Where will participants stay?
Each trip will be housed together with their site leaders for the entirety of the program. Participants will not stay in on-campus housing at any point, but instead will be housed in community buildings (including churches and YMCAs) near their service locations. The 7 Generations program cannot provide housing for any nights before or after the official program dates.
How do participants get to/from the program?
7 Generations begins and ends at Blow Memorial Hall (262 Richmond Rd., Williamsburg, VA) and participants are responsible for all travel to and from the program. If students drive themselves to the program, they will be able to store their cars here for the week. The local Amtrak and bus station is also within walking distance to campus (468 N. Boundary St., Williamsburg). If participants are flying into the program, we suggest either the Newport News or Richmond Airport. Both offer ground transit options to and from campus.
Close to the start date of the program, all participants will be asked to report their transportation plans, and students traveling to the same airport or train station will be notified if they are interested in travelling together.
What's the cost?
The total 7 Generations program fee is $185 which is due by July 11, 2014 and is processed through W&M online payment system. A limited number of $100 scholarship are available, and student can apply for a scholarship through the registration form. You will receive further details about the payment process after you register.
What's the point?
In the Office of Community Engagement, we believe being part of the Tribe Family means a responsibility to and a connection with those around us. For us, this connection does not stop at the Wren yard but rather extends to our larger communities - that of Williamsburg, the Commonwealth of Virginia, the nation, and the world. Building off these principles of family, connection, and social responsibility, we sponsor a community engagement pre-orientation program for incoming freshman and transfer students called 7 Generations.
Why is it called 7 Generations?
The program's name comes from an Iroquois proverb which states, "in every deliberation, we must consider the impact of our decisions on the next seven generations." Our program will take this concept one step further, reaching back through history to see how the past affects the world now while taking direct action to change the future.
What are other ways to start my W&M experience with community engagement?
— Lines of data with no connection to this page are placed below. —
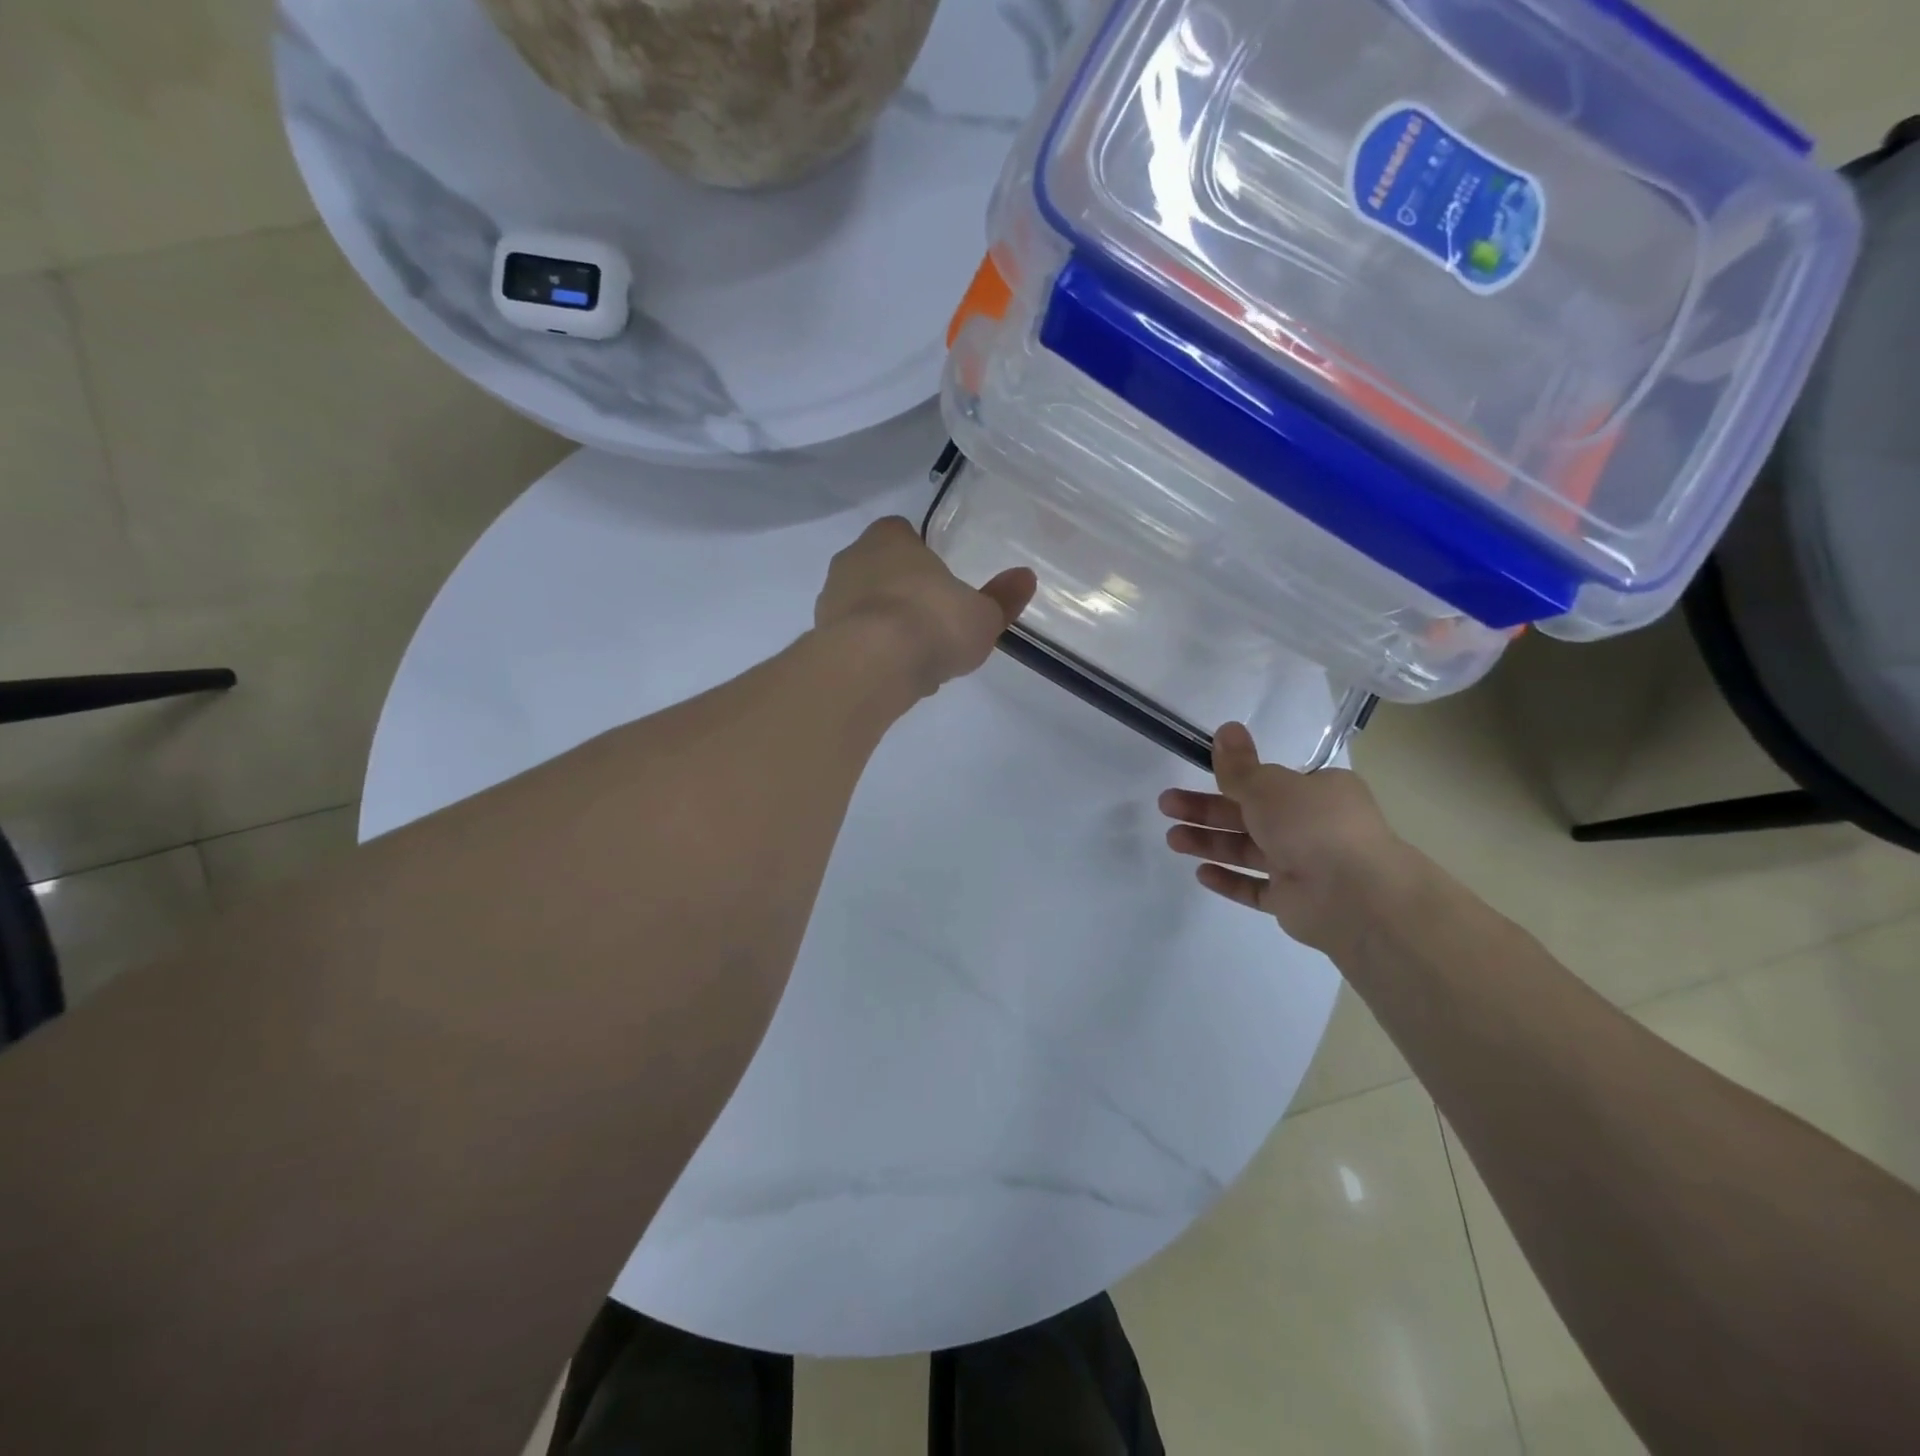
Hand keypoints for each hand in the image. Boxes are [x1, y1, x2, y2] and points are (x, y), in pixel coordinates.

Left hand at [814, 517, 1036, 697]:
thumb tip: (1026, 578)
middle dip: (903, 595)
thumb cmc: (932, 622)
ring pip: (864, 610)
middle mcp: (851, 560)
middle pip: (881, 572)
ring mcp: (830, 601)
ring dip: (887, 629)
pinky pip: (854, 643)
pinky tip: (896, 679)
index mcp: (888, 538)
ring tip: (918, 661)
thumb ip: (1002, 598)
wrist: (873, 665)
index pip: (902, 532)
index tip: (941, 583)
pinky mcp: (820, 640)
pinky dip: (873, 656)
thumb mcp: (982, 615)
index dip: (922, 556)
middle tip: (933, 625)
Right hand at [1159, 722, 1410, 952]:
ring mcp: (1304, 866)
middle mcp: (1313, 826)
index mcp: (1319, 792)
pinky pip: (1256, 888)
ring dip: (1210, 843)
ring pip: (1248, 851)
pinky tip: (1201, 874)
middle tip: (1166, 805)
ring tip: (1172, 839)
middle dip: (1206, 810)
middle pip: (1250, 815)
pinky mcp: (1294, 902)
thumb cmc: (1313, 825)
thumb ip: (1239, 766)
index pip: (1271, 782)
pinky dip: (1230, 880)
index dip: (1232, 779)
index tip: (1199, 775)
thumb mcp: (1268, 785)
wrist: (1354, 895)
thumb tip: (1227, 728)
If you can't make 7 Generations or you just want even more community engagement experiences, consider signing up for SHOW Day. SHOW Day brings together 200 incoming students on the last afternoon of Orientation to volunteer throughout the community with W&M student service leaders. It's a great opportunity to meet many new incoming students interested in service and get a hands on introduction to the Williamsburg community. Lunch and transportation provided.